Città del futuro nate per essere (eco)sostenibili e diventate (o sulla via per diventare) anch’esse degli ecomostri

Le città di cui si parlava erano Astana, Forest City, Nusantara, Songdo, e The Line (ancora solo immaginata). Astana a parte, si tratta di fatto di progetti urbani ancora in corso tutti nati con l’intento di costruire città del futuro ecologiche e pensate per soddisfare ogni bisogno di vita degli abitanti. Esemplare (in negativo) è il caso di Forest City, in Malesia, iniziata nel 2006, oggi pronta ad ospitare 700.000 abitanti ed effettivamente abitata da circa 500 persone. Prezzi delle case altissimi, manco a dirvelo.

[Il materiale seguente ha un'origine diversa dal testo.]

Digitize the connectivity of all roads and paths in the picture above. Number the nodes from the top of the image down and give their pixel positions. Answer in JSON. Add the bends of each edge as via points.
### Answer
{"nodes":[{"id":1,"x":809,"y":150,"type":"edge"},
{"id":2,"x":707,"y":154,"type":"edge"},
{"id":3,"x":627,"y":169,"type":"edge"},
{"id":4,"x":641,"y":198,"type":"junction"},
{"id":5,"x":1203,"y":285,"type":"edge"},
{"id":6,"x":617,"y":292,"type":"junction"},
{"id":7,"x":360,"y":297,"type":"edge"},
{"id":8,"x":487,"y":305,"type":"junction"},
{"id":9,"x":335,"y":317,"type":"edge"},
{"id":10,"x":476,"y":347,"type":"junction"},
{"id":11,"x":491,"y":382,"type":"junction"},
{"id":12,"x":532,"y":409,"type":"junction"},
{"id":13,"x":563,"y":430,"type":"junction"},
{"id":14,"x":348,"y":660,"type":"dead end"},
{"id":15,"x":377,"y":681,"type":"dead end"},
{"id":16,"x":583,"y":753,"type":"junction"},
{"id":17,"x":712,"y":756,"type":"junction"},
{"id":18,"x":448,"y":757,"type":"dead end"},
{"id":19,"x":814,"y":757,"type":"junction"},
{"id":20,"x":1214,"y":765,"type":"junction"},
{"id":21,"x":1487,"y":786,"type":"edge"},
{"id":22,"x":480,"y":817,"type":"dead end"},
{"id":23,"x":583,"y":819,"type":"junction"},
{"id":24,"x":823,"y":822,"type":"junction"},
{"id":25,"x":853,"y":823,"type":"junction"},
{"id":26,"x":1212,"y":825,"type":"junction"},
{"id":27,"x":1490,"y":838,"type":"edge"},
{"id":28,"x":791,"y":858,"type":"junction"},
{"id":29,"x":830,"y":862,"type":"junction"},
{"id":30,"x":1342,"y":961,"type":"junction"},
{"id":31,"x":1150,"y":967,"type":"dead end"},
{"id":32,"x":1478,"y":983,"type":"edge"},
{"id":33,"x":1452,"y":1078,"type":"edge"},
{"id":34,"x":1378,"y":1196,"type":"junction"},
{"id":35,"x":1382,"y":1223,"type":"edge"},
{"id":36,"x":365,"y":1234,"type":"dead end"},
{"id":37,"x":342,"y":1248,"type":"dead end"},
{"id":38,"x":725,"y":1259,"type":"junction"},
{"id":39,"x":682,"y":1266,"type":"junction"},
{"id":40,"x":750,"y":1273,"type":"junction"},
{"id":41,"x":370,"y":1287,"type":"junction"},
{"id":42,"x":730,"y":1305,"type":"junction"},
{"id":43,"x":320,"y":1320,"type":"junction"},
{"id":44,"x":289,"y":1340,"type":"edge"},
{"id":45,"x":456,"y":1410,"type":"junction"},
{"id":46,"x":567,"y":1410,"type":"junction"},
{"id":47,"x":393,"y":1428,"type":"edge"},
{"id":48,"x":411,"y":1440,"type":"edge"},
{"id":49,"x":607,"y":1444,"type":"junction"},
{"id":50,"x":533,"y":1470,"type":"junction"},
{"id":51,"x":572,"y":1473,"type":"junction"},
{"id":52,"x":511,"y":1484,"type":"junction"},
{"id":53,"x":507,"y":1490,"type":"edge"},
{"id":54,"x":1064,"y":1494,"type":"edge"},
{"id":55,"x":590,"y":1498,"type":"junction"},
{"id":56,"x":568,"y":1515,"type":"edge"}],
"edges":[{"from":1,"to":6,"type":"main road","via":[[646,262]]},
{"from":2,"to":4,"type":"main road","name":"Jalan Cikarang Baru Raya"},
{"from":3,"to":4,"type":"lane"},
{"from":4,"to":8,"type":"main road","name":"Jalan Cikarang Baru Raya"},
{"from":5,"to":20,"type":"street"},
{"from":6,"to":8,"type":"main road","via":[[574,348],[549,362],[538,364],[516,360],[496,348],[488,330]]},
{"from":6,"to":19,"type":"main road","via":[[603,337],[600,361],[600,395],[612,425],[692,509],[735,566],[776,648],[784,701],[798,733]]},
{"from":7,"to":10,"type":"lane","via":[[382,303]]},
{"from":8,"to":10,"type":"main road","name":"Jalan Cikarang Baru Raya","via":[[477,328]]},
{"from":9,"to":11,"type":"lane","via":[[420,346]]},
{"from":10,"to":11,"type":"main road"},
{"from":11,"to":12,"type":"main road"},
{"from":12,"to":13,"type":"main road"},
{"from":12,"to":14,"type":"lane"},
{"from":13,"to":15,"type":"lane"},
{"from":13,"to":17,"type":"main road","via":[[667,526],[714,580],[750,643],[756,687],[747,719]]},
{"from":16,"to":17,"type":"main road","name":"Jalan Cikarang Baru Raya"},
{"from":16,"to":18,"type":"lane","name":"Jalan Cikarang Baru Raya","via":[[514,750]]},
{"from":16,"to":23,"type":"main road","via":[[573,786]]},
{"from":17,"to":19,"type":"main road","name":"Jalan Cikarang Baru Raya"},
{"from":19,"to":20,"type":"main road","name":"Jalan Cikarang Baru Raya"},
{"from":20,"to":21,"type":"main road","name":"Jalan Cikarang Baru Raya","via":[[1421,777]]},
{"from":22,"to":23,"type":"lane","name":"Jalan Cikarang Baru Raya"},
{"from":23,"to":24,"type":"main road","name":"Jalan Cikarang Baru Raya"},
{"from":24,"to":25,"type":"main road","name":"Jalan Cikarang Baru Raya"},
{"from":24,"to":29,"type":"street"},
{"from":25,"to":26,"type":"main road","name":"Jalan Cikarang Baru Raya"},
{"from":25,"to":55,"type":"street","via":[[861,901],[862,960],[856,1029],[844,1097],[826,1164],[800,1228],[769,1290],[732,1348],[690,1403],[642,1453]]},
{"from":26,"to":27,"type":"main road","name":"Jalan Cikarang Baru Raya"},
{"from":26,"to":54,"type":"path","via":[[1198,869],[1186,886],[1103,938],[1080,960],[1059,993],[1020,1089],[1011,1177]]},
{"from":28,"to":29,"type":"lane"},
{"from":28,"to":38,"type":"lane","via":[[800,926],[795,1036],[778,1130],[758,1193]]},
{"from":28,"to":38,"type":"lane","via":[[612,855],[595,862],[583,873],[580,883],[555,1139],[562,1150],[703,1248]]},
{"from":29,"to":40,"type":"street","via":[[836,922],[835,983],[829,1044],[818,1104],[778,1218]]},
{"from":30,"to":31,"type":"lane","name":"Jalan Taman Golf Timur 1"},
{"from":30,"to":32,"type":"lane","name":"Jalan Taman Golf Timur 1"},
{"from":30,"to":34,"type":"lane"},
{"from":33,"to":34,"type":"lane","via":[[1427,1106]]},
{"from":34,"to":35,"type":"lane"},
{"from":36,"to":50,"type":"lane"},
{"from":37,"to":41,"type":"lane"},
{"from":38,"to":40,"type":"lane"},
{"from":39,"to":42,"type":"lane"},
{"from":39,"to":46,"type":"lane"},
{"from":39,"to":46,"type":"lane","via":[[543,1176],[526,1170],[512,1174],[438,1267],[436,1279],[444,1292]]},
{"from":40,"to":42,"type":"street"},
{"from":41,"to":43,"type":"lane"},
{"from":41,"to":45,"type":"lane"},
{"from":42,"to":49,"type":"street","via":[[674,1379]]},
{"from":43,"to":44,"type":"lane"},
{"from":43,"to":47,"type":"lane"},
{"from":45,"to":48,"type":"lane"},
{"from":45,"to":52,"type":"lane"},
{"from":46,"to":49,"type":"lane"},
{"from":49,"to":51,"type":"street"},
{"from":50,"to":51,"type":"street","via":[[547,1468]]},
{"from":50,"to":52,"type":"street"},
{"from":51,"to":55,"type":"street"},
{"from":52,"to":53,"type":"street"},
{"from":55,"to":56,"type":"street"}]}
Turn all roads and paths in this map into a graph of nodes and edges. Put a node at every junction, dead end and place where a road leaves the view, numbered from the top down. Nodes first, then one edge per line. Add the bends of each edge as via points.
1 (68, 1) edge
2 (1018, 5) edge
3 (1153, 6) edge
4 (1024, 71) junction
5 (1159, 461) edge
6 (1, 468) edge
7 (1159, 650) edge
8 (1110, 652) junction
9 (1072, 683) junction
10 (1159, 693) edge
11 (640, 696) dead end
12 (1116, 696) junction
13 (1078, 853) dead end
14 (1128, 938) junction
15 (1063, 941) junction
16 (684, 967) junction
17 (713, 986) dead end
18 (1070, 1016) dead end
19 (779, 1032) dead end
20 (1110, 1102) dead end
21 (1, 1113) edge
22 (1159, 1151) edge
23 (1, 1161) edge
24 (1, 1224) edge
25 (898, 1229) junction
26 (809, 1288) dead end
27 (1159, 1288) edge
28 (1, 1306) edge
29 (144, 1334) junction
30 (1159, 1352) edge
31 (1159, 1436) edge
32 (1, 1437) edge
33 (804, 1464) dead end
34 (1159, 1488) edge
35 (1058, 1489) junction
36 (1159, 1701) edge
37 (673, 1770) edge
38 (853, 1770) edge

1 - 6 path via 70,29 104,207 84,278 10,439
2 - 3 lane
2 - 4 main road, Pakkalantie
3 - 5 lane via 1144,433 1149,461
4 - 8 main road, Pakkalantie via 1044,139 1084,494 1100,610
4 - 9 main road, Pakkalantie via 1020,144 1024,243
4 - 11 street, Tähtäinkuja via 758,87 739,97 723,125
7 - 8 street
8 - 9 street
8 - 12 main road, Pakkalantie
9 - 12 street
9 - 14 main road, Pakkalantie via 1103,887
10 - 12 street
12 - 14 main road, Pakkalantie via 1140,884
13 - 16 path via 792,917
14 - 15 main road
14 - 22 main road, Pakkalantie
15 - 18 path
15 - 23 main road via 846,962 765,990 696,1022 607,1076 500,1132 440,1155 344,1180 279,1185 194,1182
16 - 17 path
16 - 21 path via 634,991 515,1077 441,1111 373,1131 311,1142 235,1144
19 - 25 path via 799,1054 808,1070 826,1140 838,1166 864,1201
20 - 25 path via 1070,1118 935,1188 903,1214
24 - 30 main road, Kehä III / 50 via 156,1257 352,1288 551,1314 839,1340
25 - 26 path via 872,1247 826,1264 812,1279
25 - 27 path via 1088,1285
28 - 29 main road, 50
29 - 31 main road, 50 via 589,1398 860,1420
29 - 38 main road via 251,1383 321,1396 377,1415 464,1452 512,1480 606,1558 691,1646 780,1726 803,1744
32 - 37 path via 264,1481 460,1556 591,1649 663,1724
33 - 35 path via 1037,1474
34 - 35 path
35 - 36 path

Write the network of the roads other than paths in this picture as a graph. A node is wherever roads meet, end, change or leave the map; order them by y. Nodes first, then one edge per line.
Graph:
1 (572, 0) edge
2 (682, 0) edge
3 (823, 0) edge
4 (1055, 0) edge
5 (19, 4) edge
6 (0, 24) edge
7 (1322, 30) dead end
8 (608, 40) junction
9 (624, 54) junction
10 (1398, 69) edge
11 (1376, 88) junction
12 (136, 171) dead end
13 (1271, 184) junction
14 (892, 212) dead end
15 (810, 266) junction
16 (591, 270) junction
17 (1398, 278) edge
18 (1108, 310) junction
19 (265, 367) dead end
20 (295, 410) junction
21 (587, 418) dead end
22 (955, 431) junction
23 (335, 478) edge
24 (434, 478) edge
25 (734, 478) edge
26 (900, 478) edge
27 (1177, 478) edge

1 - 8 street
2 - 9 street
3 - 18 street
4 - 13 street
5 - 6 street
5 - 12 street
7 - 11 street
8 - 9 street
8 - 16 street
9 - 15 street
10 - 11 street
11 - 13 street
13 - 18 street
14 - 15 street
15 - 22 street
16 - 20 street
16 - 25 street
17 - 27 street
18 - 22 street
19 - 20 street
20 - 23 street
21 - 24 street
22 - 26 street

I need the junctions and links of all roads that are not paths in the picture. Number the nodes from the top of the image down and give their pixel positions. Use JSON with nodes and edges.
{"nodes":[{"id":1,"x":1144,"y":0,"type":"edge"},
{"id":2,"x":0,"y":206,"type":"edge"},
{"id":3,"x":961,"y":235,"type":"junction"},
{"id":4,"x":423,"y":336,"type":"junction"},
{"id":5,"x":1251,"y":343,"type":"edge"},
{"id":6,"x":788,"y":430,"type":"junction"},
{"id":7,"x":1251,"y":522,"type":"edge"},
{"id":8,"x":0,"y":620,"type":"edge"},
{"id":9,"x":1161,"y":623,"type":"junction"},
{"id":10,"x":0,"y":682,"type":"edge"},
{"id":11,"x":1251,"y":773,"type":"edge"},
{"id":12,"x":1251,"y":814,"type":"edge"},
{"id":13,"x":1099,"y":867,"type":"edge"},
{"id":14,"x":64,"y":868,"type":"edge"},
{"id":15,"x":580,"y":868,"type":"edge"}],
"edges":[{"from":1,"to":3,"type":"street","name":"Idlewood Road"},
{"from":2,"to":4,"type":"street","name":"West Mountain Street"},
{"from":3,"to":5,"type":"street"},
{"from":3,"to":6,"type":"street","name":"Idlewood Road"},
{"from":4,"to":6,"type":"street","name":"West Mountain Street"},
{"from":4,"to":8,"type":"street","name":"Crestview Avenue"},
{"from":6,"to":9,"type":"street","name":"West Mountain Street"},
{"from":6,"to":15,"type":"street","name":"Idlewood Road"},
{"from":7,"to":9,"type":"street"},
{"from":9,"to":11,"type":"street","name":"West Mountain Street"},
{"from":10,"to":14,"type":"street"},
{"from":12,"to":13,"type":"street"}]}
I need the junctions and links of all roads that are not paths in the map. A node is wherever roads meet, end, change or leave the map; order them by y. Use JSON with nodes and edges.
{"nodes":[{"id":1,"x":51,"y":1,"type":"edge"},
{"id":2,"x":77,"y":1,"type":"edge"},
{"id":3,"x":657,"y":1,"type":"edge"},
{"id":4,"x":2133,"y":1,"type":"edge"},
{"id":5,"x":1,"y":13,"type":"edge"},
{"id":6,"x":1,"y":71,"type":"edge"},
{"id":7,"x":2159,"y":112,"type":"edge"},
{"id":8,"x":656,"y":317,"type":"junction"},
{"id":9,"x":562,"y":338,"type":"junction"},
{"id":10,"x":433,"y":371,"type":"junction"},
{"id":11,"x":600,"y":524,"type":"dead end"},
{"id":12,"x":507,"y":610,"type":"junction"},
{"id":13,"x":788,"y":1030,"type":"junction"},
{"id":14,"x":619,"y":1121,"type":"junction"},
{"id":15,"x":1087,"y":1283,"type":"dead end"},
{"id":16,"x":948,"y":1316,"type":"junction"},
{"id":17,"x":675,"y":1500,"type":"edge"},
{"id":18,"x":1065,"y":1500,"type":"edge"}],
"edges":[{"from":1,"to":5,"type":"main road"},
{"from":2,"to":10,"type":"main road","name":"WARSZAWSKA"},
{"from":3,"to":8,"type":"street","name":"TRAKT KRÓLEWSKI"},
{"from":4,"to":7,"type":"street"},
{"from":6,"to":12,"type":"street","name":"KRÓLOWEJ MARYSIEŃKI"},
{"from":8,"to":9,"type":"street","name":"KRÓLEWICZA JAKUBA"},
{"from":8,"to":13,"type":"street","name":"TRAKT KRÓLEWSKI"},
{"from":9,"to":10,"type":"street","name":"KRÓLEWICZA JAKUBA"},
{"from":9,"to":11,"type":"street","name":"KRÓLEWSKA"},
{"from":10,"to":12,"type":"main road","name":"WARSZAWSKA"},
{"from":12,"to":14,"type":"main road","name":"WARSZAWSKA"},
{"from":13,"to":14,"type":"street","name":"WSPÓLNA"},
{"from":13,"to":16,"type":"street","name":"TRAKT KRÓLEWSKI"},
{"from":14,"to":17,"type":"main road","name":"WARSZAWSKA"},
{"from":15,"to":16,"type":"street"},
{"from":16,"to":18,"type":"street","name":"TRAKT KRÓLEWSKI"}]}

Ricordano un po’ quei quartieri satellite che nascono attorno a Milano in cui paghi mezzo milione di euro un trilocale e hai tutto quello che un essere umano può volere: il parco, il cinema, il centro commerciale, la palestra. Non ti servirà nemmeno entrare nel caos della grande città per cui stai pagando 10k al metro quadro.

Luoghi artificiali o artificiosi?

Questi luoghi in cui l’uomo s’impegna ad architettare contesti di vita finti mi fanno riflettere sul (poco) senso di plasmare la realtà artificialmente, piuttosto che adeguare le realtà già abitate alle necessità di chi le abita. Ho pensato a quanto le città nei videogiochi siano altrettanto costruite attorno alle necessità del giocatore, quanto vivano in funzione di esso, si accendano quando lui sta passando e si spengono subito dopo. Un po’ come se fossimo Truman Burbank.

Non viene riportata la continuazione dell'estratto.